After a minute or so of training our model performs incredibly well on both the training (87%+ accuracy) and test sets (~83% accuracy).

This is incredible. All thanks to the power of transfer learning.

It's important to note the kind of transfer learning we used here is called feature extraction transfer learning, similar to what we did with the TensorFlow Hub models.

In other words, we passed our custom data to an already pre-trained model (EfficientNetB0), asked it "what patterns do you see?" and then put our own output layer on top to make sure the outputs were tailored to our desired number of classes.

We also used the Keras Functional API to build our model rather than the Sequential API. For now, the benefits of this main not seem clear but when you start to build more sophisticated models, you'll probably want to use the Functional API. So it's important to have exposure to this way of building models.

In [10]:
for layer_number,layer in enumerate(model_0.layers):
    print(layer_number,layer.name)

In [11]:
base_model.summary(0)

In [12]:
model_0.summary()

In [13]:
plot_loss_curves(hist_0)

## Getting a feature vector from a trained model

The tf.keras.layers.GlobalAveragePooling2D() layer transforms a 4D tensor into a 2D tensor by averaging the values across the inner-axes.


In [14]:
# practical
input_shape =(1,4,5,3)

#create a random tensor
tf.random.set_seed(42)
input_tensor = tf.random.normal(input_shape)
print("Random input tensor:\n {}".format(input_tensor))

In [15]:
gapt = tf.keras.layers.GlobalAveragePooling2D()(input_tensor)
print(f"2d global average : {gapt}\n")

In [16]:
# Check the shapes of the different tensors
print(f"Shape of input tensor: {input_tensor.shape}")
print(f"Shape of 2D global averaged pooled input tensor: {gapt.shape}")

### Running a series of transfer learning experiments
We've seen the incredible results of transfer learning on 10% of the training data, what about 1% of the training data?

What kind of results do you think we can get using 100x less data than the original CNN models we built ourselves?

Why don't we answer that question while running the following modelling experiments:

- model_1: Use feature extraction transfer learning on 1% of the training data with data augmentation.
- model_2: Use feature extraction transfer learning on 10% of the training data with data augmentation.
- model_3: Use fine-tuning transfer learning on 10% of the training data with data augmentation.
- model_4: Use fine-tuning transfer learning on 100% of the training data with data augmentation.

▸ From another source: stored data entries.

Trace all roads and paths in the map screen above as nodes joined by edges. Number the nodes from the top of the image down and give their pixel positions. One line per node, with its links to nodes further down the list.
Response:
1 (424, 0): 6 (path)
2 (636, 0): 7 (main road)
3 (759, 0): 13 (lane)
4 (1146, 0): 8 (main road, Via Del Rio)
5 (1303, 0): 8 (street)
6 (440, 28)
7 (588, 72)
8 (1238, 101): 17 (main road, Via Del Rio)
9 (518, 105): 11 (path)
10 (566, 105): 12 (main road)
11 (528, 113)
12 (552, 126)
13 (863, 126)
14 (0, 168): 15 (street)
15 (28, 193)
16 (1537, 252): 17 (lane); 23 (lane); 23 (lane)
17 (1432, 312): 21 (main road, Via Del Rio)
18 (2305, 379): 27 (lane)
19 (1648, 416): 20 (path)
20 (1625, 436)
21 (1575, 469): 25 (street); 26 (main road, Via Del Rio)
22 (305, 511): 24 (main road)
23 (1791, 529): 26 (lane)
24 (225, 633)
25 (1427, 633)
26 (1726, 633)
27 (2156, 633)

While all of the experiments will be run on different versions of the training data, they will all be evaluated on the same test dataset, this ensures the results of each experiment are as comparable as possible.

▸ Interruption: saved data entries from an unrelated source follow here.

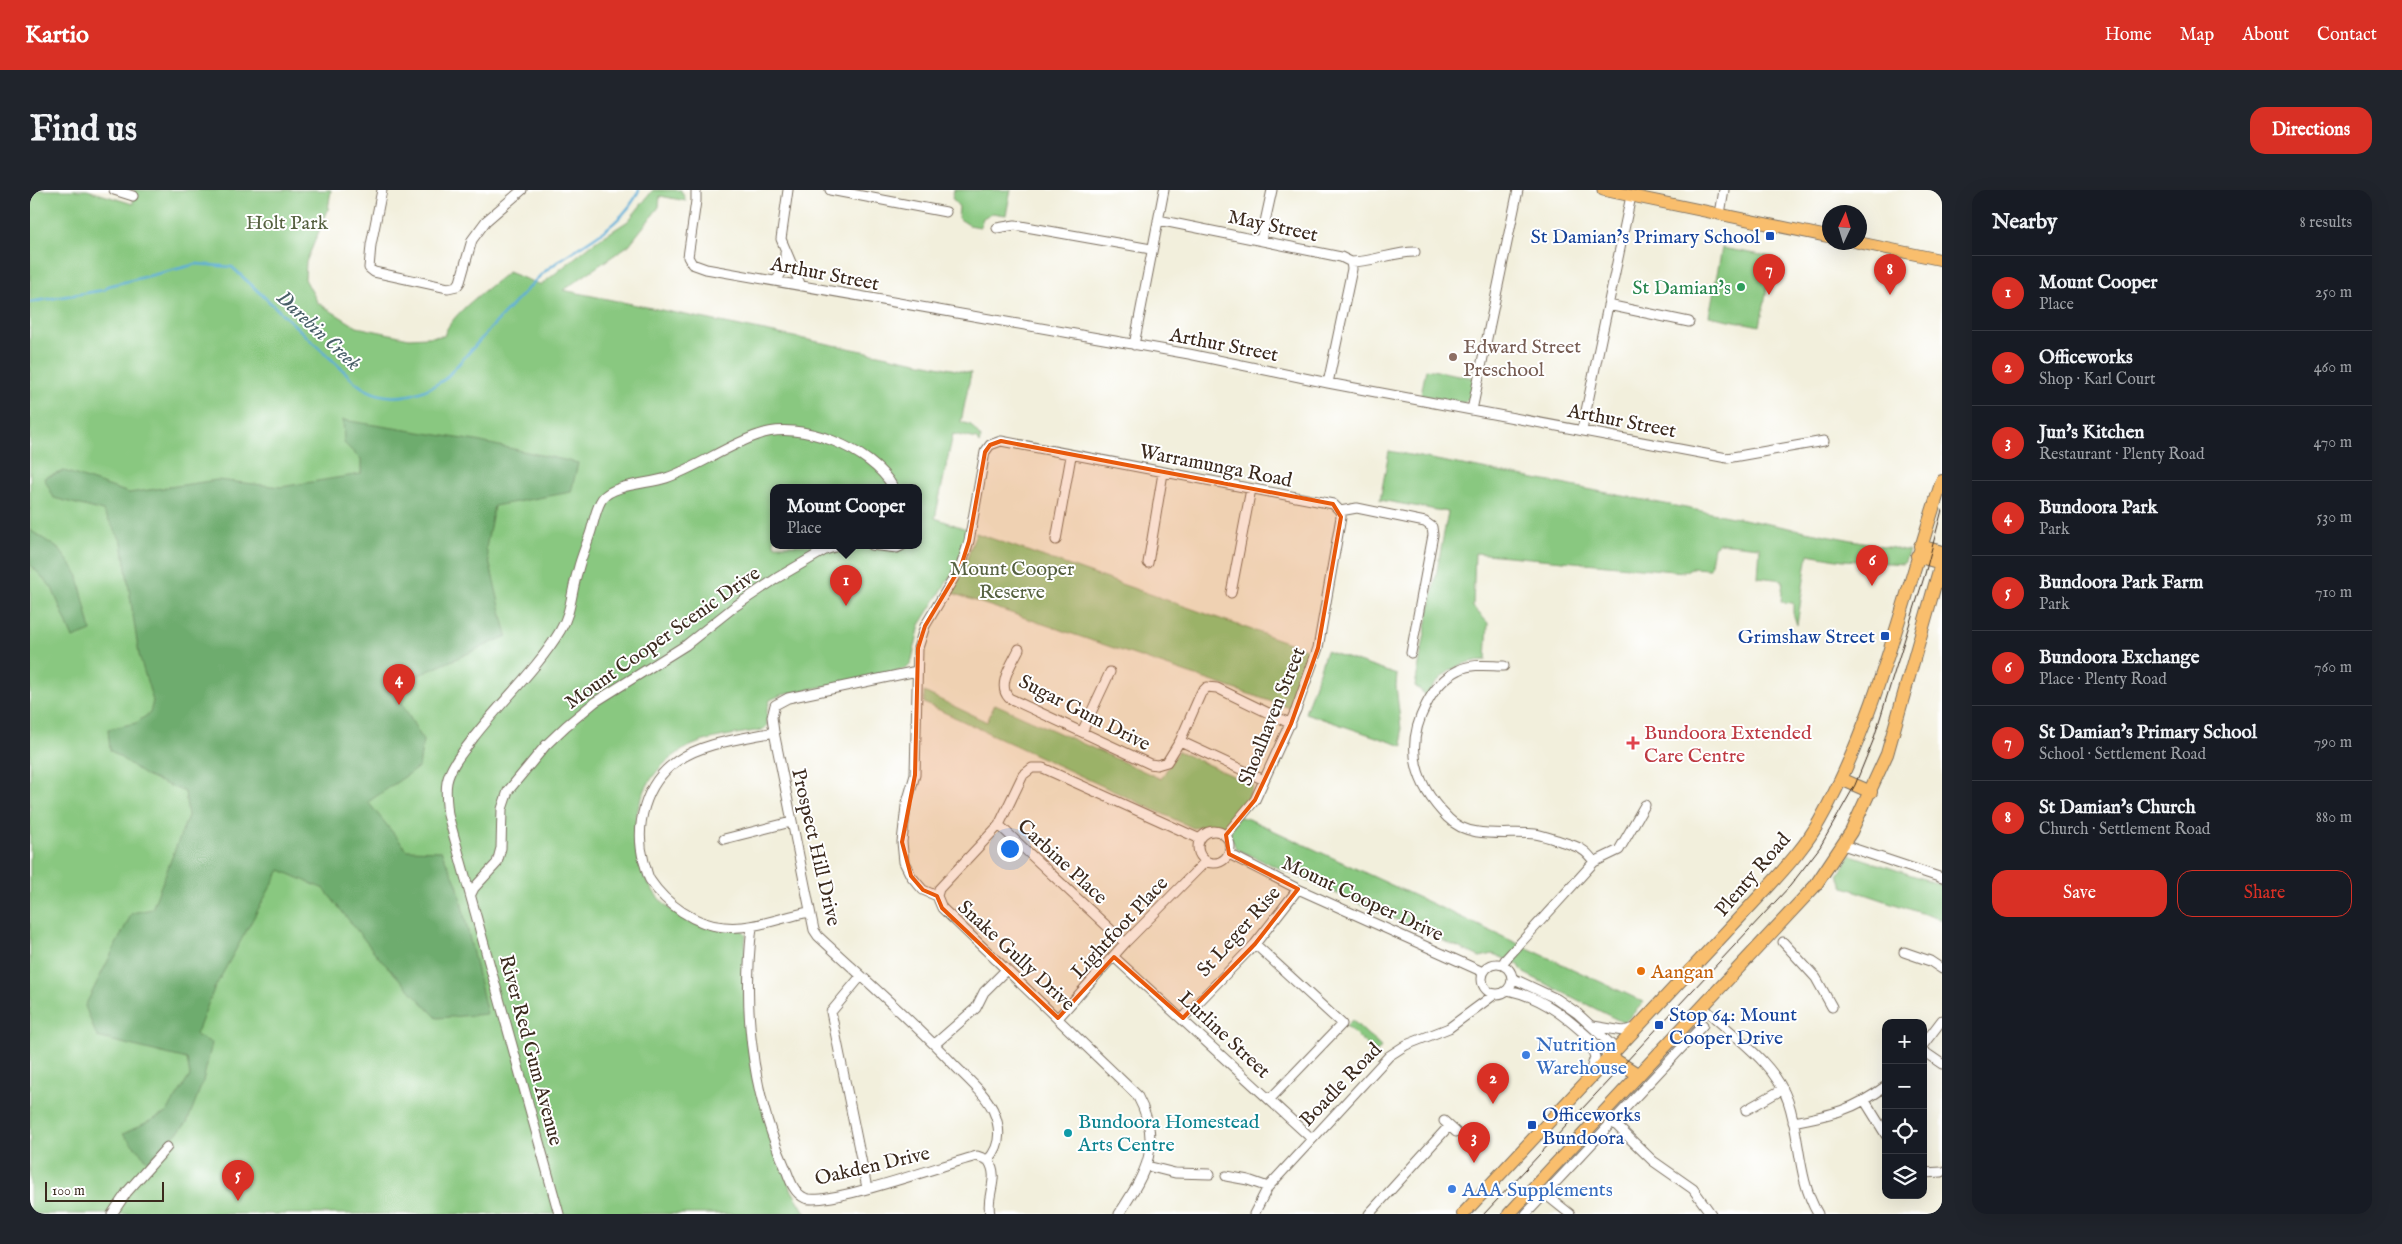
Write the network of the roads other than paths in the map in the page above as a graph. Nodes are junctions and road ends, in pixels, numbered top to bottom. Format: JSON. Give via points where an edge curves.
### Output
{"nodes":[{"id":1,"x":114,"y":190,"type":"edge"},
{"id":2,"x":382,"y":190,"type":"edge"},
{"id":3,"x":696,"y":190,"type":"edge"},
{"id":4,"x":788,"y":190,"type":"edge"},
{"id":5,"x":830,"y":190,"type":"edge"},
{"id":6,"x":1164,"y":190,"type":"edge"},
{"id":7,"x":1272,"y":190,"type":"edge"},
{"id":8,"x":1518,"y":190,"type":"edge"},
{"id":9,"x":1603,"y":190,"type":"edge"},
{"id":10,"x":1724,"y":190,"type":"edge"},
{"id":11,"x":516,"y":192,"type":"edge"},
{"id":12,"x":133,"y":196,"type":"dead end"},
{"id":13,"x":1632,"y":196,"type":"junction"},
{"id":14,"x":946,"y":212,"type":"dead end"},
{"id":15,"x":1720,"y":214,"type":"junction"},
{"id":16,"x":1158,"y":220,"type":"junction"},
{"id":17,"x":996,"y":228,"type":"dead end"},
{"id":18,"x":1822,"y":235,"type":"edge"},
{"id":19,"x":1261,"y":240,"type":"junction"},
{"id":20,"x":1867,"y":244,"type":"edge"},
{"id":21,"x":1151,"y":249,"type":"junction"},
{"id":22,"x":785,"y":250,"type":"junction"},
{"id":23,"x":1415,"y":252,"type":"dead end"},
{"id":24,"x":1938,"y":260,"type":"edge"},
{"id":25,"x":1351,"y":262,"type":"junction"},
{"id":26,"x":776,"y":281,"type":"junction"},
{"id":27,"x":802,"y":286,"type":"junction"},
{"id":28,"x":1608,"y":305,"type":"junction"},
{"id":29,"x":1689,"y":322,"type":"dead end"},
{"id":30,"x":1134,"y":344,"type":"junction"},
{"id":31,"x":1328,"y":383,"type":"junction"},
{"id":32,"x":1472,"y":410,"type":"junction"},
{"id":33,"x":1582,"y":430,"type":"junction"},
{"id":34,"x":1824,"y":441,"type":"dead end"},
{"id":35,"x":990,"y":445,"type":"joint"},
{"id":36,"x":1071,"y":456,"type":"junction"},
{"id":37,"x":1163,"y":472,"type":"junction"},
{"id":38,"x":1942,"y":481,"type":"edge"},
{"id":39,"x":891,"y":484,"type":"edge"},
{"id":40,"x":1251,"y":489,"type":"junction"},
{"id":41,"x":1340,"y":511,"type":"junction"},
{"id":42,"x":1056,"y":540,"type":"dead end"},
{"id":43,"x":828,"y":549,"type":"edge"},
{"id":44,"x":1919,"y":551,"type":"junction"},
{"id":45,"x":1942,"y":552,"type":"edge"},
{"id":46,"x":1942,"y":562,"type":"edge"},
{"id":47,"x":1148,"y":563,"type":"dead end"},
{"id":48,"x":1942,"y":582,"type":"edge"},
{"id":49,"x":1231,"y":594,"type":"dead end"},
{"id":50,"x":1933,"y":594,"type":"junction"},
{"id":51,"x":1019,"y":649,"type":"dead end"},
{"id":52,"x":1411,"y":653,"type":"dead end"},
{"id":53,"x":1504,"y":666,"type":"dead end"},
{"id":54,"x":917,"y":671,"type":"junction"},
{"id":55,"x":1110,"y":672,"type":"dead end"},
{"id":56,"x":1291,"y":724,"type":"junction"},
{"id":57,"x":774,"y":732,"type":"junction"},
{"id":58,"x":1082,"y":732,"type":"junction"},
{"id":59,"x":1180,"y":741,"type":"junction"},
{"id":60,"x":1841,"y":779,"type":"junction"},
{"id":61,"x":1264,"y":780,"type":"junction"},
{"id":62,"x":1871,"y":792,"type":"junction"},
{"id":63,"x":1645,"y":805,"type":"dead end"},
{"id":64,"x":792,"y":822,"type":"junction"},
{"id":65,"x":999,"y":825,"type":"junction"},
{"id":66,"x":1225,"y":836,"type":"junction"},
{"id":67,"x":724,"y":839,"type":"dead end"},
{"id":68,"x":1200,"y":839,"type":"junction"},
{"id":69,"x":1843,"y":845,"type":"junction"},
{"id":70,"x":1229,"y":854,"type":"junction"},
{"id":71,"x":1206,"y":861,"type":"junction"},
{"id":72,"x":1594,"y":862,"type":"junction"},
{"id":73,"x":1942,"y":878,"type":"edge"},
{"id":74,"x":1298,"y":889,"type":"junction"},
{"id":75,"x":471,"y":894,"type":"junction"},
{"id":76,"x":937,"y":896,"type":"junction"},
{"id":77,"x":810,"y":912,"type":"junction"},
{"id":78,"x":752,"y":926,"type":"junction"},
{"id":79,"x":1783,"y":942,"type":"dead end"},
{"id":80,"x":1126,"y":943,"type":"junction"},
{"id":81,"x":1255,"y":944,"type":"junction"},
{"id":82,"x":1904,"y":952,"type":"dead end"},
{"id":83,"x":1114,"y":957,"type":"junction"},
{"id":84,"x":1503,"y":964,"type":"junction"},
{"id":85,"x":1942,"y":969,"type":"edge"},
{"id":86,"x":1006,"y":970,"type":"junction"},
{"id":87,"x":1483,"y":972,"type":"junction"},
{"id":88,"x":861,"y":976,"type":"junction"},
{"id":89,"x":1512,"y":978,"type":"junction"},
{"id":90,"x":1484,"y":986,"type":"junction"},
{"id":91,"x":1508,"y":990,"type":"junction"},
{"id":92,"x":1495,"y":994,"type":"junction"},
{"id":93,"x":1702,"y":1006,"type":"junction"},
{"id":94,"x":1476,"y":1007,"type":"junction"},
{"id":95,"x":1832,"y":1007,"type":"dead end"},
{"id":96,"x":1058,"y":1018,"type":"junction"},
{"id":97,"x":1182,"y":1018,"type":"junction"},
{"id":98,"x":1942,"y":1020,"type":"edge"},
{"id":99,"x":1685,"y":1024,"type":"junction"},
{"id":100,"x":1703,"y":1025,"type":"dead end"},
{"id":101,"x":1591,"y":1026,"type":"junction"},
{"id":102,"x":1636,"y":1028,"type":"junction"},
{"id":103,"x":1587,"y":1036,"type":"junction"},
{"id":104,"x":1927,"y":1040,"type":"edge"},
{"id":105,"x":1686,"y":1042,"type":"junction"},
{"id":106,"x":935,"y":1044,"type":"junction"},
{"id":107,"x":1612,"y":1053,"type":"junction"},
{"id":108,"x":1927,"y":1054,"type":"edge"},
{"id":109,"x":1942,"y":1064,"type":"edge"},
{"id":110,"x":1639,"y":1075,"type":"junction"},
{"id":111,"x":1587,"y":1080,"type":"junction"},
{"id":112,"x":1783,"y":1089,"type":"junction"},
{"id":113,"x":1882,"y":1089,"type":"edge"},
{"id":114,"x":1270,"y":1099,"type":"junction"},
{"id":115,"x":1866,"y":1101,"type":"junction"},
{"id":116,"x":1746,"y":1110,"type":"dead end"},
{"id":117,"x":1613,"y":1122,"type":"junction"},
{"id":118,"x":1793,"y":1122,"type":"junction"},
{"id":119,"x":1450,"y":1126,"type":"dead end"},
{"id":120,"x":1882,"y":1128,"type":"edge"},
{"id":121,"x":1311,"y":1138,"type":"junction"},
{"id":122,"x":167,"y":1147,"type":"dead end"},
{"id":123,"x":988,"y":1160,"type":"junction"},
{"id":124,"x":1147,"y":1166,"type":"junction"},
{"id":125,"x":1942,"y":1172,"type":"edge"},
{"id":126,"x":1927,"y":1173,"type":"edge"},
{"id":127,"x":1210,"y":1174,"type":"dead end"},
{"id":128,"x":1226,"y":1176,"type":"dead end"},
{"id":129,"x":1268,"y":1187,"type":"junction"},
{"id":130,"x":867,"y":1188,"type":"junction"},
{"id":131,"x":1545,"y":1194,"type":"junction"},
{"id":132,"x":112,"y":1214,"type":"edge"},
{"id":133,"x":559,"y":1214,"type":"edge"},
{"id":134,"x":990,"y":1214,"type":"edge"},
{"id":135,"x":1118,"y":1214,"type":"edge"},
{"id":136,"x":1254,"y":1214,"type":"edge"},
{"id":137,"x":1369,"y":1214,"type":"edge"},
{"id":138,"x":1463,"y":1214,"type":"edge"},
{"id":139,"x":1510,"y":1214,"type":"edge"},
{"id":140,"x":1526,"y":1214,"type":"edge"},
{"id":141,"x":1570,"y":1214,"type":"edge"},
{"id":142,"x":1711,"y":1214,"type":"edge"},
{"id":143,"x":1818,"y":1214,"type":"edge"}],
"edges":[{"from":1,"to":12,"type":"street"},
{"from":2,"to":11,"type":"street","via":[[368,266],[374,272],[448,288],[460,282],[472,240],[486,221]]},
{"from":3,"to":26,"type":"street","name":"Arthur Street","via":[[687,249],[689,261],[706,269]]},
{"from":4,"to":22,"type":"street","via":[[781,229]]},
{"from":5,"to":14,"type":"street"},
{"from":6,"to":16,"type":"street"},
{"from":7,"to":19,"type":"street"},
{"from":8,"to":32,"type":"street"},
{"from":9,"to":13,"type":"main road"},
{"from":10,"to":15,"type":"street"},
{"from":13,"to":15,"type":"main road"},
{"from":13,"to":28,"type":"street"},
{"from":15,"to":18,"type":"main road"},
{"from":16,"to":19,"type":"street","name":"May Street"},
{"from":16,"to":21,"type":"street"},
{"from":17,"to":21,"type":"street","via":[[1015,225]]},
{"from":19,"to":25,"type":"street","name":"May Street","via":[[1342,257]]},
{"from":20,"to":24,"type":"main road"},
{"from":21,"to":30,"type":"street"},
{"from":22,"to":26,"type":"street","via":[[785,267]]},
{"from":22,"to":27,"type":"street"},
{"from":23,"to":25,"type":"street"},
{"from":25,"to":31,"type":"street"},
{"from":26,"to":27,"type":"street","name":"Arthur Street"},
{"from":27,"to":30,"type":"street","name":"Arthur Street"},
{"from":28,"to":29,"type":"street"},
{"from":28,"to":33,"type":"street"},
{"from":30,"to":31,"type":"street","name":"Arthur Street"},
{"from":31,"to":32,"type":"street","name":"Arthur Street"},
{"from":32,"to":33,"type":"street","name":"Arthur Street"},
{"from":33,"to":34,"type":"street","name":"Arthur Street","via":[[1726,458]]},
{"from":35,"to":36,"type":"street","name":"Warramunga Road","via":[[1001,441]]},
{"from":35,"to":54,"type":"street","name":"Snake Gully Drive","via":[[985,452],[969,542],[961,566],[925,626],[918,648]]},
{"from":36,"to":37,"type":"street","name":"Warramunga Road"},
{"from":36,"to":42,"type":"street"},
{"from":37,"to":40,"type":"street","name":"Warramunga Road"},
{"from":37,"to":47,"type":"street"},
{"from":38,"to":44,"type":"highway","name":"Plenty Road"},
{"from":39,"to":75,"type":"street","via":[[864,455],[844,444],[803,434],[772,431],[742,441],[696,466],[618,489],[602,499],[577,572],[569,612],[560,631],[495,710],[450,773],[446,798],[448,815]]},
{"from":40,"to":41,"type":"street","name":"Warramunga Road","via":[[1334,504]]},
{"from":40,"to":49,"type":"street"},
{"from":41,"to":52,"type":"street","name":"Warramunga Road","via":[[1357,508],[1426,522],[1432,527]]},
{"from":41,"to":56,"type":"street","name":"Shoalhaven Street","via":[[1318,648]]},
{"from":43,"to":75,"type":"street","name":"Mount Cooper Scenic Drive","via":[[777,578],[686,645],[595,702],[546,745],[508,791],[502,809],[501,848],[497,862]]},
{"from":44,"to":45,"type":"highway"},
{"from":44,"to":46,"type":"highway"},
{"from":44,"to":60,"type":"highway","name":"Plenty Road","via":[[1873,698]]},
{"from":46,"to":50,"type":"highway"},
{"from":48,"to":50,"type":"main road"},
{"from":50,"to":62,"type":"highway","via":[[1887,754]]},
{"from":51,"to":58,"type":"street","name":"Sugar Gum Drive","via":[[1004,683],[1007,696]]},
{"from":53,"to":72,"type":"street","via":[[1459,669],[1434,691],[1415,729],[1415,765],[1435,804],[1459,827],[1472,831],[1537,834],[1584,849]]},
{"from":54,"to":57,"type":"street","name":"Prospect Hill Drive","via":[[788,698],[775,705],[772,717]]},
{"from":54,"to":76,"type":"street","name":"Snake Gully Drive","via":[[915,775],[906,806],[902,842],[904,862],[911,876],[923,890]]},
{"from":55,"to":58,"type":"street"},
{"from":56,"to":59,"type":"street","via":[[1217,688],[1208,687],[1201,693]]},
{"from":56,"to":61,"type":"street","name":"Shoalhaven Street"},
{"from":57,"to":64,"type":"street","name":"Prospect Hill Drive"},
{"from":57,"to":78,"type":"street","via":[[698,749],[676,761],[653,786],[642,812],[639,845],[649,879],[673,905],[698,922],[724,927]]},
{"from":58,"to":59,"type":"street","name":"Sugar Gum Drive","via":[[1156,765],[1167,762]]},
{"from":59,"to":61,"type":"street","name":"Sugar Gum Drive"},
{"from":60,"to":62,"type":"highway"},
{"from":60,"to":102,"type":"highway","name":"Plenty Road","via":[[1820,821],[1796,855]]},
{"from":61,"to":66,"type":"street","name":"Shoalhaven Street","via":[[1248,810]]},
{"from":62,"to":69,"type":"highway"},
{"from":63,"to":72,"type":"street","via":[[1619,850]]},
{"from":64,"to":67,"type":"street"},
{"from":64,"to":77,"type":"street","name":"Prospect Hill Drive"},
{"from":65,"to":68,"type":"street","via":[[1023,776],[1032,768],[1043,768]]},
{"from":65,"to":76,"type":"street"},
{"from":65,"to":80,"type":"street","name":"Carbine Place"},
{"from":66,"to":68,"type":"street","via":[[1212,831]]},
{"from":66,"to":70,"type":"street"},
{"from":68,"to":71,"type":"street","via":[[1199,854]]},
{"from":69,"to":73,"type":"street"},
{"from":69,"to":93,"type":"highway","via":[[1814,886]]},
{"from":70,"to":71,"type":"street","via":[[1220,862]]},
{"from":70,"to":74,"type":"street","name":"Mount Cooper Drive"},
{"from":71,"to":80,"type":"street","name":"Lightfoot Place"},
{"from":72,"to":84,"type":"street"},
{"from":74,"to":81,"type":"street","name":"St Leger Rise"},
{"from":74,"to":87,"type":"street","name":"Mount Cooper Drive"},
{"from":75,"to":133,"type":"street","name":"River Red Gum Avenue"},
{"from":76,"to":86,"type":"street","name":"Snake Gully Drive","via":[[942,908]]},
{"from":77,"to":78,"type":"street"},
{"from":77,"to":88,"type":"street","name":"Prospect Hill Drive","via":[[818,936]]},
{"from":78,"to":130,"type":"street","name":"Oakden Drive","via":[[748,1011],[754,1062],[763,1104],[781,1158],[795,1189],[805,1198],[818,1199]]},
{"from":79,"to":95,"type":"street","via":[[1816,978]]},
{"from":80,"to":83,"type":"street","name":"Lightfoot Place"},
{"from":81,"to":97,"type":"street","name":"St Leger Rise"},
{"from":81,"to":114,"type":"street","via":[[1342,1024]]},
{"from":82,"to":85,"type":"street"},
{"from":83,"to":96,"type":"street","name":"Lightfoot Place"},
{"from":83,"to":97,"type":"street","name":"Lurline Street"},
{"from":84,"to":87,"type":"street","via":[[1489,965]]},
{"from":84,"to":89,"type":"street","via":[[1510,970]]},
{"from":86,"to":96,"type":"street","name":"Snake Gully Drive"},
{"from":86,"to":106,"type":"street","via":[[984,992],[976,1008]]},
{"from":87,"to":90,"type":"street"},
{"from":88,"to":106,"type":"street","name":"Prospect Hill Drive"},
{"from":88,"to":130,"type":"street","via":[[831,1012]]},
{"from":89,"to":91,"type":"street"},
{"from":89,"to":101,"type":"street","via":[[1557,999]]},
{"from":90,"to":92,"type":"street"},
{"from":90,"to":94,"type":"street"},
{"from":91,"to":92,"type":"street"},
{"from":91,"to":103,"type":"street","via":[[1553,1007]]},
{"from":92,"to":94,"type":"street","name":"Boadle Road"},
{"from":93,"to":99,"type":"highway"},
{"from":93,"to":112,"type":"street","via":[[1770,1069]]},
{"from":94,"to":121,"type":"street","name":"Boadle Road","via":[[1449,1028],[1396,1050]]},
{"from":96,"to":124,"type":"street","name":"Snake Gully Drive","via":[[1137,1095],[1145,1109],[1150,1132]]},
{"from":97,"to":114,"type":"street","name":"Lurline Street"},
{"from":98,"to":104,"type":"street"},
{"from":99,"to":105,"type":"street"},
{"from":99,"to":110,"type":"highway"},
{"from":100,"to":105,"type":"street"},
{"from":101,"to":102,"type":"street","via":[[1623,1031]]},
{"from":101,"to":107,"type":"street"},
{"from":102,"to":107,"type":"highway","name":"Plenty Road"},
{"from":103,"to":107,"type":"street"},
{"from":103,"to":111,"type":"street","via":[[1595,1056]]},
{"from":105,"to":117,"type":"street"},
{"from":106,"to":123,"type":"street","name":"Prospect Hill Drive","via":[[985,1097],[993,1111],[1000,1139]]},
{"from":107,"to":110,"type":"highway"},
{"from":107,"to":111,"type":"highway","name":"Plenty Road"},
{"from":108,"to":109,"type":"street"},
{"from":110,"to":139,"type":"highway"},
{"from":111,"to":138,"type":"highway","name":"Plenty Road"},
{"from":112,"to":116,"type":"street"},
{"from":112,"to":118,"type":"street"},
{"from":113,"to":115,"type":"street"},
{"from":114,"to":121,"type":"street","name":"Lurline Street"},
{"from":115,"to":118,"type":"street","via":[[1834,1114]]},
{"from":115,"to":120,"type":"street"},
{"from":117,"to":131,"type":"street"},
{"from":117,"to":142,"type":"street","via":[[1658,1165],[1693,1189]]},
{"from":118,"to":143,"type":"street","via":[[1804,1183]]},
{"from":119,"to":137,"type":"street"},
{"from":121,"to":129,"type":"street","name":"Boadle Road"},
{"from":122,"to":132,"type":"street"},
{"from":123,"to":130,"type":"street","name":"Oakden Drive","via":[[977,1156]]},
{"from":123,"to":134,"type":"street","via":[[994,1173]]},
{"from":124,"to":127,"type":"street","via":[[1176,1173]]},
{"from":124,"to":135,"type":"street","name":"Snake Gully Drive"},
{"from":125,"to":126,"type":"street"},
{"from":128,"to":129,"type":"street"},
{"from":129,"to":136,"type":"street","name":"Boadle Road"},
{"from":131,"to":140,"type":"street"},
{"from":131,"to":141,"type":"street"}]}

All experiments will be done using the EfficientNetB0 model within the tf.keras.applications module.

To make sure we're keeping track of our experiments, we'll use our create_tensorboard_callback() function to log all of the model training logs.

We'll construct each model using the Keras Functional API and instead of implementing data augmentation in the ImageDataGenerator class as we have previously, we're going to build it right into the model using the tf.keras.layers.experimental.preprocessing module.

In [17]:
# Download and unzip data
!wget https://storage.googleapis.com/ztm_tf_course/food_vision/10_food_classes_1_percent.zip
unzip_data("10_food_classes_1_percent.zip")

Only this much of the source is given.